White House putting national police oversight commission on hold
The White House has put plans to create a national police oversight commission on hold and will instead focus on police reform legislation, domestic policy adviser Susan Rice said.
“Based on close, respectful consultation with partners in the civil rights community, the administration made the considered judgment that a police commission, at this time, would not be the most effective way to deliver on our top priority in this area, which is to sign the George Floyd Justice in Policing Act into law,” Rice said in a statement to Politico.
Rice added the White House “is working with Congress to swiftly enact meaningful police reform that brings profound, urgently needed change.”
President Biden had committed to setting up a commission in June, shortly after the police killing of George Floyd in Minneapolis.
The White House consulted with both national civil rights organizations and police unions before deciding to not move forward with its plans to establish a commission, Politico noted.

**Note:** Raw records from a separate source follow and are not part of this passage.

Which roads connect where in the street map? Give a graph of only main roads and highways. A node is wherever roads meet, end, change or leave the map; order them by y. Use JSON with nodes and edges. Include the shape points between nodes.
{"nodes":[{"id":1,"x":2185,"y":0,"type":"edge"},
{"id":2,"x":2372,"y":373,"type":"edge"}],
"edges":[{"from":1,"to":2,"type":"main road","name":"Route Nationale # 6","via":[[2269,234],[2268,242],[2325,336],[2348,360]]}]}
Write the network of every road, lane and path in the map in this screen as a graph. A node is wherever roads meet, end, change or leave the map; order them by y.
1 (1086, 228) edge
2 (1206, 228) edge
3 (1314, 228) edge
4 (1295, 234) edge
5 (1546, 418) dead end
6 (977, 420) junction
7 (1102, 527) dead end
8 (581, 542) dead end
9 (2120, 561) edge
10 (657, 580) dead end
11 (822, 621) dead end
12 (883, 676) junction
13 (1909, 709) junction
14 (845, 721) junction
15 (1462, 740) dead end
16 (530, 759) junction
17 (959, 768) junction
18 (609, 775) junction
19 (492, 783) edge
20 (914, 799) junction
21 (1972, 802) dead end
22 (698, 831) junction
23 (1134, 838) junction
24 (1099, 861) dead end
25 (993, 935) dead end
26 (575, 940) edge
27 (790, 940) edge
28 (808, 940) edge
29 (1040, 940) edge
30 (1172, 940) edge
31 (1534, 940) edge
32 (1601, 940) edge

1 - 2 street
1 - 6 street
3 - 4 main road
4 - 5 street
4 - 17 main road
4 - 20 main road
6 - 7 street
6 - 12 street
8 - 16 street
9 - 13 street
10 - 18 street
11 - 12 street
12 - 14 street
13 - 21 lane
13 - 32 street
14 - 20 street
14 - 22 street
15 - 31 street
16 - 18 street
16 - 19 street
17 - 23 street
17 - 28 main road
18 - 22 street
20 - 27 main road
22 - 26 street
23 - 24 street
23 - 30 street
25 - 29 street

“As the ongoing trial in the death of George Floyd makes clear, transforming policing in America is one of the most urgent crises facing the nation today,” Wade Henderson, president of the civil rights group Leadership Conference, told the news outlet. “We also agree with the White House decision to forgo the creation of a commission to study the problem.”
Some civil rights groups had expressed concerns that a police commission would be used as an excuse by senators to stall police reform bills passed by the House, according to Politico.